- [Try it]: For every line in the data below that contains "pixels", copy the line.

- [Information supplied]:
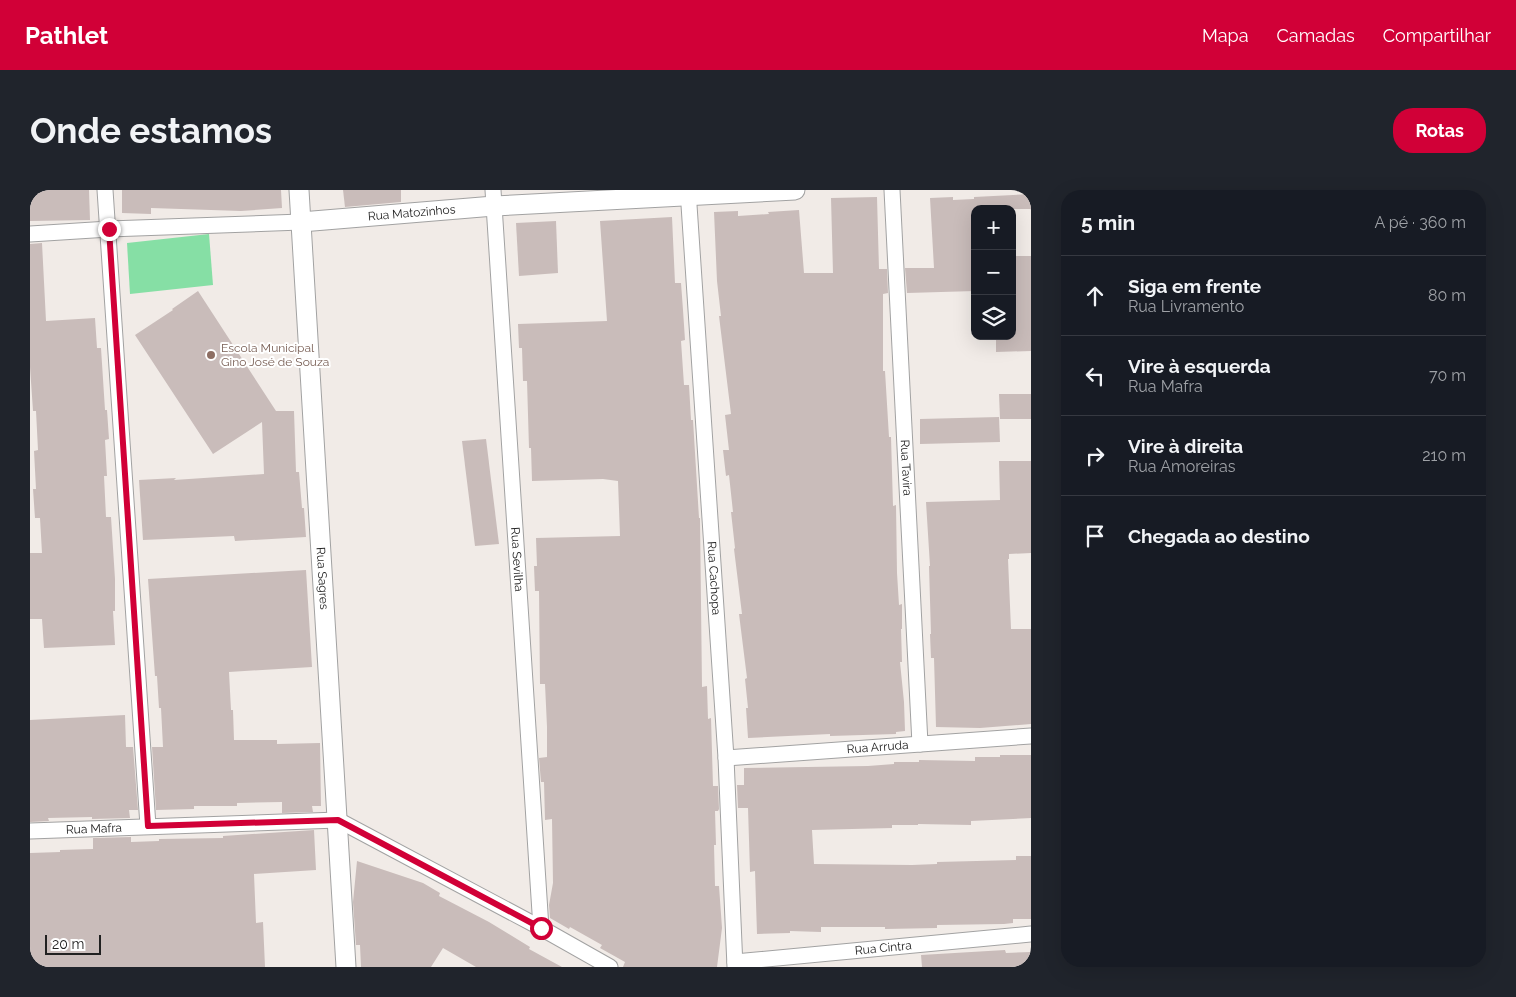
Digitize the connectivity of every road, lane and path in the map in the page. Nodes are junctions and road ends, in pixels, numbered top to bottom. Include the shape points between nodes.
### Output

* * *

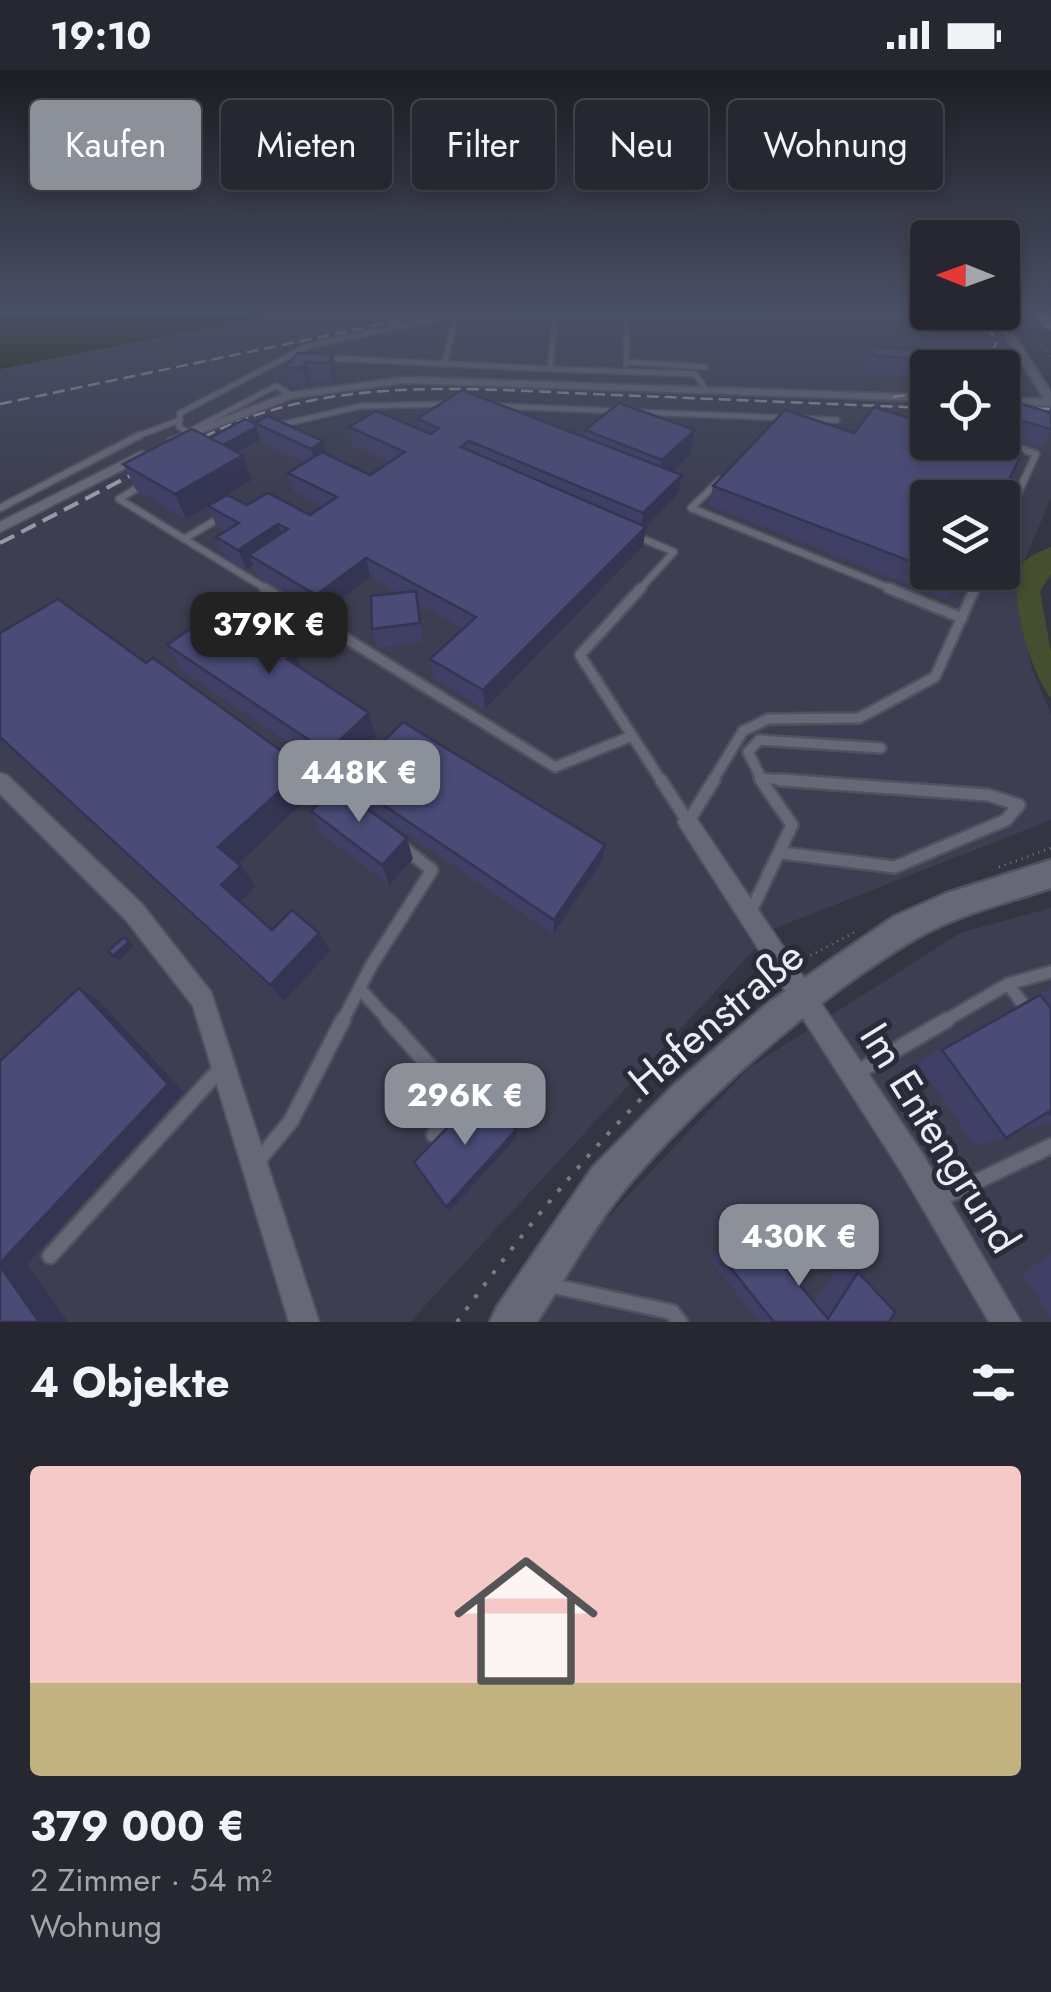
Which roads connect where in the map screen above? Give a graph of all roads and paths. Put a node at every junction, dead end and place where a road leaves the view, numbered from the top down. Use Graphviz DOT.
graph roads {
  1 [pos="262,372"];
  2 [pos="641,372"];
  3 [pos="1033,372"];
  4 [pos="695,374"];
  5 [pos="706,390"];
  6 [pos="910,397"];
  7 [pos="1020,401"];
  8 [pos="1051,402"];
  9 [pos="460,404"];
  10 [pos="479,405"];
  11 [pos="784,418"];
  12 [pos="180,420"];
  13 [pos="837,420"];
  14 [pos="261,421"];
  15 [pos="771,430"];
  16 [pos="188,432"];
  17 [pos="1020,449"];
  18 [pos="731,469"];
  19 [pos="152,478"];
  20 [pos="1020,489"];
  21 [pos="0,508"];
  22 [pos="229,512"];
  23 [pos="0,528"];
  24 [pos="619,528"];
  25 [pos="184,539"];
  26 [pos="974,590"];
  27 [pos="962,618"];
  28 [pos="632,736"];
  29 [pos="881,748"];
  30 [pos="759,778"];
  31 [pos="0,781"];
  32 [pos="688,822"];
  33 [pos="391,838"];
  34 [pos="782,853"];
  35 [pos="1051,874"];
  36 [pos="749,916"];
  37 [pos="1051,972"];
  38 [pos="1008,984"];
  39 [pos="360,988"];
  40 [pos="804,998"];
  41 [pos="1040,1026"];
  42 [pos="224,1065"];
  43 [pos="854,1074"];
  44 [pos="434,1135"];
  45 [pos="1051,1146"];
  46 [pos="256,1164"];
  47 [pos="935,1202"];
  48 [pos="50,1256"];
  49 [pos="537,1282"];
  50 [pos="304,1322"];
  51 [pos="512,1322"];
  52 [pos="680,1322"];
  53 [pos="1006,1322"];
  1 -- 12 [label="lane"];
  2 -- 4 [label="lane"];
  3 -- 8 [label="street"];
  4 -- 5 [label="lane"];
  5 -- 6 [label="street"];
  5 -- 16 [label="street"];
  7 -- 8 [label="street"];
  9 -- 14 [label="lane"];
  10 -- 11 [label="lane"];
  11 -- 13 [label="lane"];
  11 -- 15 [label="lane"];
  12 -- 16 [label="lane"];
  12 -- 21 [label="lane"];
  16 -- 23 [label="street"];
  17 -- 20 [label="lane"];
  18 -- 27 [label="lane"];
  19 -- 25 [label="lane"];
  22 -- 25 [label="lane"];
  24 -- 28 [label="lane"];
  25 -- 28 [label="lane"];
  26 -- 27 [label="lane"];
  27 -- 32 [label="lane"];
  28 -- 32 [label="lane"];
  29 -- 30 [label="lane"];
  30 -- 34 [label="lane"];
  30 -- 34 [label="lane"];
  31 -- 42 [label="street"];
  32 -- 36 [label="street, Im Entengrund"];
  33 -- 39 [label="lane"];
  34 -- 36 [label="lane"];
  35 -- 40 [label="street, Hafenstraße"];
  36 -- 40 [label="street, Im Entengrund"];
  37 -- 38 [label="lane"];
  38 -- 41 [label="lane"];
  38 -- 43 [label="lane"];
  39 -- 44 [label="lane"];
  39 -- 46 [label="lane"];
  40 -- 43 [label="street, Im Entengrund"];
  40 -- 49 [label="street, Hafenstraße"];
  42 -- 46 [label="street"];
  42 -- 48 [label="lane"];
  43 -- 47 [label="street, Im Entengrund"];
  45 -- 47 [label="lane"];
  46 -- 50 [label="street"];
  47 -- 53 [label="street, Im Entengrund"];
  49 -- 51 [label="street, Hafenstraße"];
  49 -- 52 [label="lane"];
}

==

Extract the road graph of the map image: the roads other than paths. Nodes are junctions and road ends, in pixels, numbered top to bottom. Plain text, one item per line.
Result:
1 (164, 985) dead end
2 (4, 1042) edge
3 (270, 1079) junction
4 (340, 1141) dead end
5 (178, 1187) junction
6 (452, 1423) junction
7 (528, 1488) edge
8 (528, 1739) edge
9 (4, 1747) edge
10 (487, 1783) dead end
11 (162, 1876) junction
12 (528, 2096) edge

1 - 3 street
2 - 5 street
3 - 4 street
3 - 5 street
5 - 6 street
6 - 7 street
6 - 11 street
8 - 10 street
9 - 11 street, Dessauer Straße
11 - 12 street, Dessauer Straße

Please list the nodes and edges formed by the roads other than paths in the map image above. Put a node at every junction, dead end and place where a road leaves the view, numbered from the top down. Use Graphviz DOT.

- [Response area]:
Digitize the connectivity of every road, lane and path in the map in the page. Nodes are junctions and road ends, in pixels, numbered top to bottom. Include the shape points between nodes.
Extract the road graph of the map image: the roads other than paths. Nodes are junctions and road ends, in pixels, numbered top to bottom. Plain text, one item per line.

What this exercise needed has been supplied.